飛行機が着陸して、乗客が機体から降りるとき。

「後方のお客さま、前のお客さまが出られるまで、お席でお待ちください」
→待ってる間が退屈(ネガティブ)

「後方のお客さま、お時間がかかってしまうので、ごゆっくり、お仕度ください」
→ゆっくり準備ができる(ポジティブ)

先ほど挙げたディズニーの例と同様、「待ち時間」を「ゆっくり支度できる」というメリットに変えています。

飛行機から降りるときってなぜか焦って荷物を準備してしまうので、このようなアナウンスはそういった気持ちもなだめてくれます。


・トイレの張り紙

もう少し身近な例で言うと、だれもが見たことのあるトイレの張り紙。

「トイレはきれいに使いましょう」
→指示(見方によっては上から目線に感じてネガティブ)


「いつもきれいに使っていただきありがとうございます」
→利用者のマナーを肯定(ポジティブ)

後者の言い回しは、トイレを使う側の気分や意識をあげています。
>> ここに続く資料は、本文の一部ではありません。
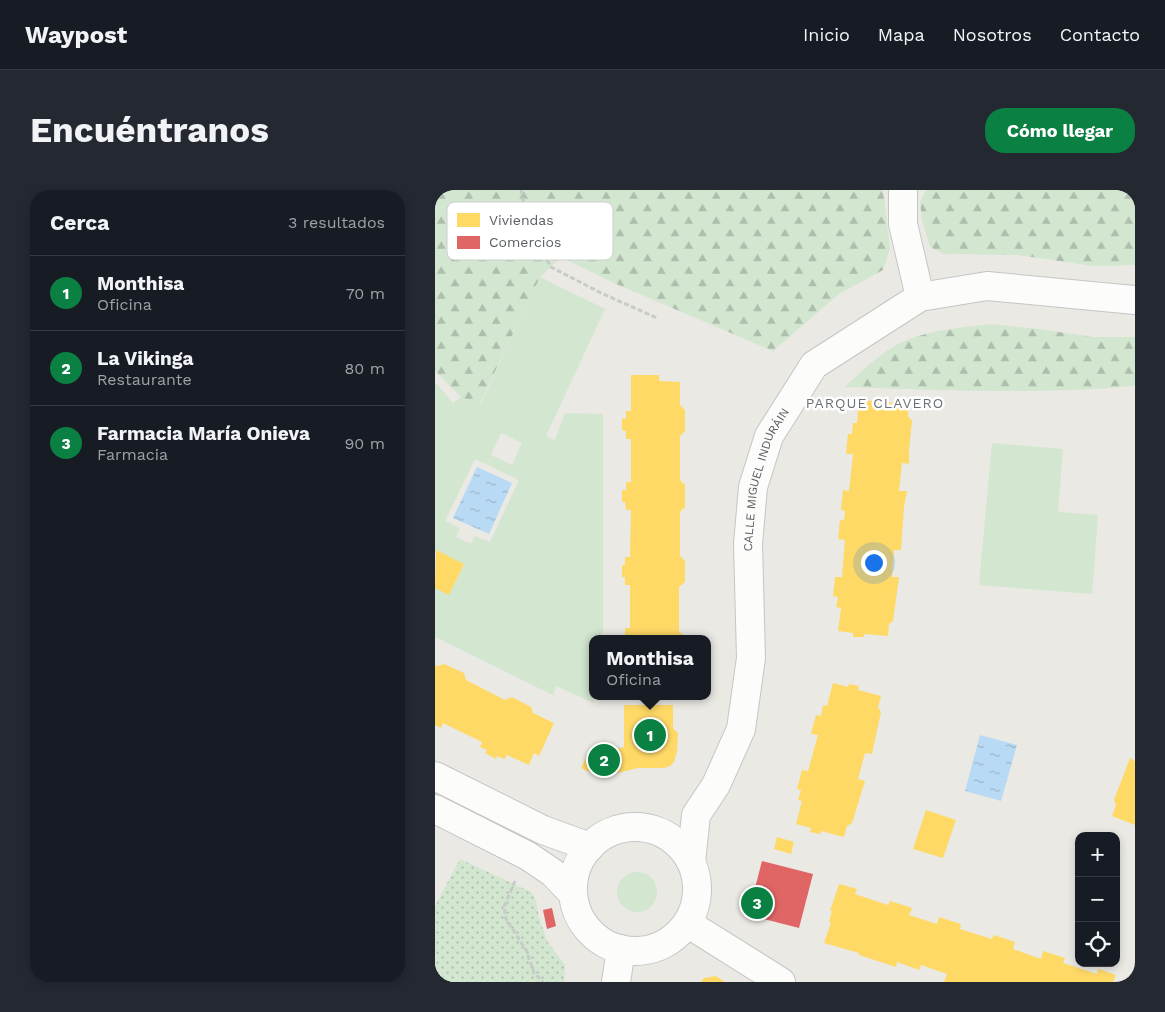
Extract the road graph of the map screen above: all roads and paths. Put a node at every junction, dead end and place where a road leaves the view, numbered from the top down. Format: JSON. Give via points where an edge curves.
{"nodes":[{"id":1,"x":903,"y":190,"type":"edge"},
{"id":2,"x":547,"y":260,"type":"edge"},
{"id":3,"x":919,"y":297,"type":"junction"},
{"id":4,"x":1135,"y":300,"type":"edge"},
{"id":5,"x":657,"y":318,"type":"dead end"},
{"id":6,"x":435,"y":776,"type":"edge"},
{"id":7,"x":435,"y":810,"type":"edge"},
{"id":8,"x":696,"y":815,"type":"junction"},
{"id":9,"x":649,"y":829,"type":"junction"},
{"id":10,"x":590,"y":847,"type":"junction"},
{"id":11,"x":528,"y":856,"type":"junction"},
{"id":12,"x":691,"y":862,"type":"junction"},
{"id":13,"x":573,"y":894,"type":"junction"},
{"id":14,"x":687,"y":924,"type":"junction"},
{"id":15,"x":621,"y":949,"type":"junction"},
{"id":16,"x":543,"y":982,"type":"edge"},
{"id":17,"x":615,"y":982,"type":"edge"},
{"id":18,"x":781,"y":982,"type":"edge"}],
"edges":[{"from":1,"to":3,"type":"street","via":[[903,224]]},
{"from":2,"to":5,"type":"path","via":[[551,267],[601,294]]},
{"from":3,"to":4,"type":"street","name":"CALLE MIGUEL INDURÁIN","via":[[987,286]]},
{"from":3,"to":8,"type":"street","name":"CALLE MIGUEL INDURÁIN","via":[[814,365],[769,436],[753,487],[747,544],[751,658],[741,729],[717,785]]},
{"from":6,"to":10,"type":"street","via":[[543,830]]},
{"from":7,"to":11,"type":"street"},
{"from":8,"to":9,"type":"street"},
{"from":8,"to":12,"type":"street"},
{"from":9,"to":10,"type":"street","via":[[617,830],[602,836]]},
{"from":9,"to":12,"type":"street","via":[[666,835]]},
{"from":10,"to":13,"type":"street","via":[[574,876]]},
{"from":11,"to":13,"type":"street","via":[[553,873]]},
{"from":11,"to":16,"type":"path","via":[[504,907],[506,918],[526,950],[534,973]]},
{"from":12,"to":14,"type":"street","via":[[697,892],[695,907]]},
{"from":13,"to":15,"type":"street","via":[[585,926],[611,947]]},
{"from":14,"to":15,"type":"street","via":[[660,946],[644,950]]},
{"from":14,"to":18,"type":"street"},
{"from":15,"to":17,"type":"street"}]}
調べてみると、ピグマリオン効果(他者から期待されると、期待に沿った成果を出す傾向にある現象)やナッジ理論(選択肢を制限することなく、本人が無意識に良い選択をするように誘導すること)というワードが出てきて、学術的にも理論があるようです。

逆に、禁止表現のように「~しないでください」と言われたり、命令口調で「~してください」と言われると、言ってることが正しくてもちょっと素直に聞きたくないなぁと思ったりしませんか?


・JR東海の広告コピー

最後に広告コピーの紹介です。1992年、JR東海のポスターに使われた名作コピーです。

広告事典【編集部】

距離にためされて、ふたりは強くなる。

今まで紹介した例の中でも、圧倒的な言葉の重みがあります。

常に不安がつきまとう遠距離恋愛。「会えない時間」=「愛が育まれる時間」だと考えれば乗り越えられる。当事者からすればとても勇気づけられる言葉でしょう。


言い方ひとつで、聞き手の印象は変わる

一見ネガティブに思える状況も、ポジティブな言葉で言い換えれば、相手とのコミュニケーションをスムーズにしたり、聞き手の行動を良い方向へと変えたり、気分やモチベーションを高める効果があります。

仕事やプライベートでも、ちょっと言いにくいことはポジティブに言い換えられないか?考えてみると、相手とより良い関係がつくれるのではないでしょうか。